==== INFORMATION PROVIDED ====

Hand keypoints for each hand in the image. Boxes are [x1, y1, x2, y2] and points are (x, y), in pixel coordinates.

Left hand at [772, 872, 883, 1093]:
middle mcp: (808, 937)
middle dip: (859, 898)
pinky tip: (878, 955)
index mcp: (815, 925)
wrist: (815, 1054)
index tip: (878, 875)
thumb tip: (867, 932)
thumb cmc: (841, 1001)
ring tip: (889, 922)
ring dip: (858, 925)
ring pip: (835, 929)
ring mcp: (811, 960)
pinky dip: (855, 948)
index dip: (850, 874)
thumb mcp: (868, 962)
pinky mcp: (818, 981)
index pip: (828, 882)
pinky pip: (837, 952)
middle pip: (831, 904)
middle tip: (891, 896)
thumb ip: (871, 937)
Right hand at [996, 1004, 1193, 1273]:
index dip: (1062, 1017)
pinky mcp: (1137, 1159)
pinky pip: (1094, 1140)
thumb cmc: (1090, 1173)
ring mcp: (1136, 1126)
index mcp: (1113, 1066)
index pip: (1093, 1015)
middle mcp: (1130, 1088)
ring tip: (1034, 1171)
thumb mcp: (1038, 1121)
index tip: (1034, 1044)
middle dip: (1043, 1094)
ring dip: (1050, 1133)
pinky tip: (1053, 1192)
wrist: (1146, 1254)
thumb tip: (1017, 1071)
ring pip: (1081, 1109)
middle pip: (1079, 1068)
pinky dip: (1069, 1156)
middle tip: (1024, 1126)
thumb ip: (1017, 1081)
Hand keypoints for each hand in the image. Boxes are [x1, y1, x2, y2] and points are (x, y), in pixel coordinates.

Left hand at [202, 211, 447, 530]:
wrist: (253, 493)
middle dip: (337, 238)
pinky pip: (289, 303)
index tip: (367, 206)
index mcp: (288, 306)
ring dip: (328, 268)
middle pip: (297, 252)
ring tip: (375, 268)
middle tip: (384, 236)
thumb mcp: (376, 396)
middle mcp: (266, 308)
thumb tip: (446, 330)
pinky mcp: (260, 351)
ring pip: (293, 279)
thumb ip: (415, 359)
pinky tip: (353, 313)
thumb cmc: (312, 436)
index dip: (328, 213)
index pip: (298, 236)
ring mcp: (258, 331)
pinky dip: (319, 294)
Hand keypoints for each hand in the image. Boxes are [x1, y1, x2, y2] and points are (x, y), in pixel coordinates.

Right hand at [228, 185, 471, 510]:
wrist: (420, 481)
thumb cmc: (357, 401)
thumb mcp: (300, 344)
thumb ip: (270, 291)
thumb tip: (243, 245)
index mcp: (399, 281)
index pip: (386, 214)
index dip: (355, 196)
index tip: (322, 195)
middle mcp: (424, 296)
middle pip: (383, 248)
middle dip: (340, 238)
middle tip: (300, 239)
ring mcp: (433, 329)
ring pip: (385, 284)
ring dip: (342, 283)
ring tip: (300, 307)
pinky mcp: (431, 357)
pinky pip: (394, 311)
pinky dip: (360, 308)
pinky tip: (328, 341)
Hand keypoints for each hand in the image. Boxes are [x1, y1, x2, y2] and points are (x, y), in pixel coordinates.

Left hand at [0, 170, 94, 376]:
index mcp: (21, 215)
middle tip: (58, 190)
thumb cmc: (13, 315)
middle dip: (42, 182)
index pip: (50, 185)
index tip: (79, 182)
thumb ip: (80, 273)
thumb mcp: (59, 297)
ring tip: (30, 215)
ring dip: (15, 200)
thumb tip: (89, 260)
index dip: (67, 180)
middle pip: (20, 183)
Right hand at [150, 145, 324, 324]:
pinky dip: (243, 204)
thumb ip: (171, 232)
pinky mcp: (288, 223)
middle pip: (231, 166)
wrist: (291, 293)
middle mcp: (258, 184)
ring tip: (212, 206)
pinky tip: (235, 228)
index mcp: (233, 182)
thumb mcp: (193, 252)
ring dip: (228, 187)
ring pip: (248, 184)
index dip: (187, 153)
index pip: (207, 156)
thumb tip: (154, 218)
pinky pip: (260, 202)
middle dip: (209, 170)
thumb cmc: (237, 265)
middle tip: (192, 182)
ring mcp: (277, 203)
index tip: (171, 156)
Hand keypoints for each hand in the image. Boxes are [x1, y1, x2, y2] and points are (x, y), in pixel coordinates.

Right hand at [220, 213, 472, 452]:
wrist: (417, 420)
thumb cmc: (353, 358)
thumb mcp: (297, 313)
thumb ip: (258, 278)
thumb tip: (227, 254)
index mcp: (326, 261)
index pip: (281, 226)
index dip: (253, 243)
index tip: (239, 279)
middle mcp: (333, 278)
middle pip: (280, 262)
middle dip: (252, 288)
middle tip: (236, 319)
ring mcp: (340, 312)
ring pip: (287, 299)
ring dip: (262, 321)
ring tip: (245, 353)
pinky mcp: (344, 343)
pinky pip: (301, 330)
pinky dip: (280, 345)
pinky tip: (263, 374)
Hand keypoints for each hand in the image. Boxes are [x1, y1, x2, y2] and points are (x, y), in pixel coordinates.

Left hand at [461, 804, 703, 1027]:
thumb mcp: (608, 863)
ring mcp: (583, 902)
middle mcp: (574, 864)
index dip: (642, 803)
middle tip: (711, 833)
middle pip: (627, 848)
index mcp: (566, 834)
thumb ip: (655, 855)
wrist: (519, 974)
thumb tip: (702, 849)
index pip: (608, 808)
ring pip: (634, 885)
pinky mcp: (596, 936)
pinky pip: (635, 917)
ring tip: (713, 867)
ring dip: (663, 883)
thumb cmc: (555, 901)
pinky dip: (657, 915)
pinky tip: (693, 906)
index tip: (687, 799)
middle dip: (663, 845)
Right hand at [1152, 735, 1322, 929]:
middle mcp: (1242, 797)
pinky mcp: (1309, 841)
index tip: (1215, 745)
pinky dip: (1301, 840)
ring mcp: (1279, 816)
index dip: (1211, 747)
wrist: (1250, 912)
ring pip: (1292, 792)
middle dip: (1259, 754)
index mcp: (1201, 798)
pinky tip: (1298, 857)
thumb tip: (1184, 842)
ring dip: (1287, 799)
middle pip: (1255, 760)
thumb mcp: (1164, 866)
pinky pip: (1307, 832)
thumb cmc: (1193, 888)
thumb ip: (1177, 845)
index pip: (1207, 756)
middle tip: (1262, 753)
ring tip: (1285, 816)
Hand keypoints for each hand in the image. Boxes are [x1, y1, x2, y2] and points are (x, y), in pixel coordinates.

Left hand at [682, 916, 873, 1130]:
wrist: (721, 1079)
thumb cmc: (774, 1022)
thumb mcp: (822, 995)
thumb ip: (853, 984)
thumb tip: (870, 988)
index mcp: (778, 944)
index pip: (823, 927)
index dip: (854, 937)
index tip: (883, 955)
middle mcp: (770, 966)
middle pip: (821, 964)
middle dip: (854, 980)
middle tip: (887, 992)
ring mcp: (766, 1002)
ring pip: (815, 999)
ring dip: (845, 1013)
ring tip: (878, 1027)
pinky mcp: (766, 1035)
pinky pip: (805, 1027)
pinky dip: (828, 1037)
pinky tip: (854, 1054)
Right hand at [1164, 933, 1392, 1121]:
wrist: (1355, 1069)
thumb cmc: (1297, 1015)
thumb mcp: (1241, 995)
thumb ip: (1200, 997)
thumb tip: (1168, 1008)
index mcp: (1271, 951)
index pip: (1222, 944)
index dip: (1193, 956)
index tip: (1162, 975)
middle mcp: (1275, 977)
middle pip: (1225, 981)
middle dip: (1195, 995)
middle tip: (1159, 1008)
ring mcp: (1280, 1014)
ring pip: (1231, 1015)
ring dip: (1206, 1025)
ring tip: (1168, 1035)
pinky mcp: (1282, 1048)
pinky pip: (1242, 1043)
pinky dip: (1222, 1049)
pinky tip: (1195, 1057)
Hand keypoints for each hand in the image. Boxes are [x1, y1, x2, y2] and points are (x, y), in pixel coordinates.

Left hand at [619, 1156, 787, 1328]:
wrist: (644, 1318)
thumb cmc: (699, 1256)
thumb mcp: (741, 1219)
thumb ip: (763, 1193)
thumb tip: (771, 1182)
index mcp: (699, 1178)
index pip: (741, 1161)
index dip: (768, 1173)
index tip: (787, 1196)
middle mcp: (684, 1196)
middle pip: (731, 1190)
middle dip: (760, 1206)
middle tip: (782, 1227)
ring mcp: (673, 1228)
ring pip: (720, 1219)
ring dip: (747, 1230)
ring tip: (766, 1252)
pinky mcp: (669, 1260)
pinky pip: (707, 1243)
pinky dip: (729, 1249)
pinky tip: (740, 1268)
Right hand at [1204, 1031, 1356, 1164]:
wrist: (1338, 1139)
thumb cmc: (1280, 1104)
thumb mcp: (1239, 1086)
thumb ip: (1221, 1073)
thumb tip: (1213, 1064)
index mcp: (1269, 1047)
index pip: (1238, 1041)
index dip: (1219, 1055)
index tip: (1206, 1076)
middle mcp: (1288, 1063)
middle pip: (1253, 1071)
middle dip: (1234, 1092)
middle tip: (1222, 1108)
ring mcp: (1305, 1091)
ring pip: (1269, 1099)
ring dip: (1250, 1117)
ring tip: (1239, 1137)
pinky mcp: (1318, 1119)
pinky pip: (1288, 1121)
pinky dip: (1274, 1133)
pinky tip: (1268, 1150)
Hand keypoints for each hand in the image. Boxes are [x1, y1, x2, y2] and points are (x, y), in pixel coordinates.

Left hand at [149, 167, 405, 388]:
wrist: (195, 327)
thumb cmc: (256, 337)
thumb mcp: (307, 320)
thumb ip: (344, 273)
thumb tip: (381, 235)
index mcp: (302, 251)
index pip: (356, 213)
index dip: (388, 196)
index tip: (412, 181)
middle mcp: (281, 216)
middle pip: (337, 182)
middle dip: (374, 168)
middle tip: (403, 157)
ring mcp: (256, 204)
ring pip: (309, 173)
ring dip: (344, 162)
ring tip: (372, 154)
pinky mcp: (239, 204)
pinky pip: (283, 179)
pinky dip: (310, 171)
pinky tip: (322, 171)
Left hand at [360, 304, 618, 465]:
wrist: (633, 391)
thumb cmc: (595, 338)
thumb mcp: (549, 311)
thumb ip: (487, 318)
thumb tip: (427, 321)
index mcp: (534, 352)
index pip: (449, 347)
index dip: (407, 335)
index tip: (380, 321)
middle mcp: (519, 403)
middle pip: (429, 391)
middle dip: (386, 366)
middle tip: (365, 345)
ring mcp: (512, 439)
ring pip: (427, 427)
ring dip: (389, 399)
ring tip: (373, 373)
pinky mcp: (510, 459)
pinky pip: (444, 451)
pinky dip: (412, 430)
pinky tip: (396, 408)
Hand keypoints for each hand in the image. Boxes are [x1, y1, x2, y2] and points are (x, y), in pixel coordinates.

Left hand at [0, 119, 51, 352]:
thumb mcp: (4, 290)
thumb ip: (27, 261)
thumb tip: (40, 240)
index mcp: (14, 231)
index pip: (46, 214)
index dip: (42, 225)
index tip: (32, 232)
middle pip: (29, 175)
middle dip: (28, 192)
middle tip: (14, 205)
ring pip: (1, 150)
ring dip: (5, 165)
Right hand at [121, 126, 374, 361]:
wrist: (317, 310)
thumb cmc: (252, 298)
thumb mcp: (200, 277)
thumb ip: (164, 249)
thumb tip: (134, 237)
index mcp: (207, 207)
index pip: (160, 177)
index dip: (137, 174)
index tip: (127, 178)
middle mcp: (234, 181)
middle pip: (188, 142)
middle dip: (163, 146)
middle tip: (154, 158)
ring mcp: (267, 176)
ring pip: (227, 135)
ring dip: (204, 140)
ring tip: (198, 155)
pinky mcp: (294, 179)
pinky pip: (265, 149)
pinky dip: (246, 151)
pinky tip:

====

**WORK TASK**
All lines of the material that contain the string "Left" are to be copied.

**TASK RESULT**
Left hand at [772, 872, 883, 1093]:
Left hand at [202, 211, 447, 530]:
Left hand at [0, 170, 94, 376]:
Left hand at [461, 804, 703, 1027]:
Left hand at [682, 916, 873, 1130]:
Left hand at [619, 1156, 787, 1328]:
Left hand at [149, 167, 405, 388]:
Left hand at [360, 304, 618, 465]:
Left hand at [0, 119, 51, 352]:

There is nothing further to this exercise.